2. Blinking complications: risk of blindness
Mainly manifested as eyeballs, visual impairment, ophthalmoplegia (strabismus, double vision), tearing, etc., for the following reasons:
(1) Damage of the paper plate: only the sacral emphysema in the light, the blood in the ankle under the skin, and the rupture of the anterior ethmoid artery causes the hemorrhage in the sac, which can be blinded quickly. If the rectus muscle is damaged, the strabismus can appear. And double vision.
(2) Optic nerve injury: including optic nerve tube segment and posterior segment injury. If the tissue taken out during surgery contains yellow soft intra-abdominal fat, it may damage the optic nerve, the internal iliac crest and the internal rectus muscle, which may cause reflex omental or Embolization, leading to blindness.
(3) lacrimal duct injury: including lacrimal sac and nasolacrimal duct, the main signs are tearing.
(4) Intra-orbital infection: There are periostitis, intraorbital cellulitis, intraorbital abscess, etc., which can occur several days after surgery. The main symptoms are fever and eye pain.
3. Intranasal complications
(1) The sense of olfactory loss or loss is often caused by excessive mucosal loss in the olfactory area.
(2) nasal sinus adhesion: the middle nasal passage complex adhesion, can lead to functional endoscopic sinus surgery failure.
Symptom
Chronic ethmoid sinus symptoms Common symptoms Nasal olfactory olfactory dysfunction Head dizziness Purulent secretions Facial pain Neuropathic polyps Attention distraction Toothache
Some patients with this disease have no complaint symptoms or symptoms are not significant. If you ask carefully, you may have the following symptoms:
1. Headache: It is often located behind the eyeball, with the top of the head and the occipital part, which is exacerbated at night or after drinking.
2. Reflex neuralgia: There may be facial pain, toothache, mastoid, neck, shoulder and other neuralgia.

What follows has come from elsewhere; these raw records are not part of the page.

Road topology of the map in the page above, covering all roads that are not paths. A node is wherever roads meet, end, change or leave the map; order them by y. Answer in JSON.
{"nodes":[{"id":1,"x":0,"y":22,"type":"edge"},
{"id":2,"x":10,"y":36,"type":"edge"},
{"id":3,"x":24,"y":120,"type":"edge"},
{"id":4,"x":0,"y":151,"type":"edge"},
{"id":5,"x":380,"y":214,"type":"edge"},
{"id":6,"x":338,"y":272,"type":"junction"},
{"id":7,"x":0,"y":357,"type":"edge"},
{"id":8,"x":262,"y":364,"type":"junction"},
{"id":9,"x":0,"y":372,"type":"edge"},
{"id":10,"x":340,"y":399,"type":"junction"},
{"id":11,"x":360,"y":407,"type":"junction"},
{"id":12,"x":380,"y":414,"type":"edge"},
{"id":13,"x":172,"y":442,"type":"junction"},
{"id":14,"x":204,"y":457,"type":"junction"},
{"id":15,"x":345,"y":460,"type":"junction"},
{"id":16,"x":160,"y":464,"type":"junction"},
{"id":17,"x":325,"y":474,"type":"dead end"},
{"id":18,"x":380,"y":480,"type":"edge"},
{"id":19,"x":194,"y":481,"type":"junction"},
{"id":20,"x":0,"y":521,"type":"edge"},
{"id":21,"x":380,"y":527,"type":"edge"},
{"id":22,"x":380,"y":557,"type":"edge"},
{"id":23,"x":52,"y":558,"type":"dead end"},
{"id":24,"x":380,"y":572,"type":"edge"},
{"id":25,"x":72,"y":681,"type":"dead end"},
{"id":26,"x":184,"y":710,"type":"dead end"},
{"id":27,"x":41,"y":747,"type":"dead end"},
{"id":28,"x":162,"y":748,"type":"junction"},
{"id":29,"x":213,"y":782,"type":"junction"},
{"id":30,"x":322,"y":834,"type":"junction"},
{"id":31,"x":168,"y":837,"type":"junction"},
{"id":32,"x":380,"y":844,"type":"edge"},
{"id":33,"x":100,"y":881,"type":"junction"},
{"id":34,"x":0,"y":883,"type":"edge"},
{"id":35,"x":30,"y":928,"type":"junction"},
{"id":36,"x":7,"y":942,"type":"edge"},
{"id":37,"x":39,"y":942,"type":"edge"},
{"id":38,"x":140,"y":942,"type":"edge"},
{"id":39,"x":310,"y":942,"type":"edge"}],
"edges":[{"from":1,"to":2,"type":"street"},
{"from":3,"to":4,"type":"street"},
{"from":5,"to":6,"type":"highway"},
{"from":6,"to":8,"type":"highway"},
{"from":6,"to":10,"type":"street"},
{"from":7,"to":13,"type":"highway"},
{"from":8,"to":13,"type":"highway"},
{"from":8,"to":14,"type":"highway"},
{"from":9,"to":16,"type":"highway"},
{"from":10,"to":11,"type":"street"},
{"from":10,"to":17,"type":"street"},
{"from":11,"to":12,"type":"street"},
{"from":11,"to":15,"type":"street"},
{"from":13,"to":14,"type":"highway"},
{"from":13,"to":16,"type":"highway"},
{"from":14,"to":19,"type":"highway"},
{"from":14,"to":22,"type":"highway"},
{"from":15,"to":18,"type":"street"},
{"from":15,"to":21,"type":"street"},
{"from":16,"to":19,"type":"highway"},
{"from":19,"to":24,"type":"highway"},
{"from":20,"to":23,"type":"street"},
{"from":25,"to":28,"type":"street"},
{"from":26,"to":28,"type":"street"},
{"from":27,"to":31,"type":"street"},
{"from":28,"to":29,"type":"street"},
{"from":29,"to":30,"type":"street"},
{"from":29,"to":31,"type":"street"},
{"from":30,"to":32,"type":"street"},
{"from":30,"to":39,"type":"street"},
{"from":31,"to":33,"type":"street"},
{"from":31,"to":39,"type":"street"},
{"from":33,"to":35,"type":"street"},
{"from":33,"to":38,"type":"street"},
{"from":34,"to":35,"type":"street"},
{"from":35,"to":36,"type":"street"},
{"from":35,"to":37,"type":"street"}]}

3. Olfactory disorders: often loss of sense of smell for unknown reasons.
4. Dizziness: Unsteady walking, swinging left and right, but no directional skew, different from ear vertigo.
5. After nasal drip: Puseptic secretions can flow from the posterior nostrils to the pharynx when the head is lowered or when the head position changes, and the symptoms are temporarily relieved after the spit.
Chronic ethmoid sinusitis rarely occurs alone, and the symptoms are not typical. Symptoms such as neuralgia, depression, and inattention are more common. When the sinus is blocked, there may be nasal root or eyelid swelling and nasal congestion. Olfactory disorder, rhinorrhea in the back of the nose.
Clinical examination showed that the polyps blocked the middle nasal passages, the middle turbinate and the nasal septum were hypertrophied, the olfactory fissure, and the middle nasal passages had purulent secretions.
Examine
Chronic ethmoid sinus examination
1. X-ray nasal position can be seen in the ethmoid sinus shadow blur and lesion range.
2. CT coronal scan showed thickening of ethmoid sinus mucosa and bone destruction at the top of the sieve. Axial scanning showed the extent of the lesion and the presence or absence of defect or bone destruction.
3. Test puncture: firstly use the 1% cain cotton sheet containing 1 adrenal gland to contract the middle nasal passage, and the mucosal surface anesthesia, then use the 5th long needle to pierce the sputum, inject a small amount of sterile physiological saline, and withdraw. Check for turbidity, bacterial culture and antibiotic susceptibility testing. This method is difficult and dangerous and must be operated by an experienced physician.
Diagnosis
Diagnosis and diagnosis of chronic ethmoid sinusitis
It is differentiated from chronic rhinitis, acute sinusitis, chronic frontal sinusitis, and chronic sphenoid sinusitis.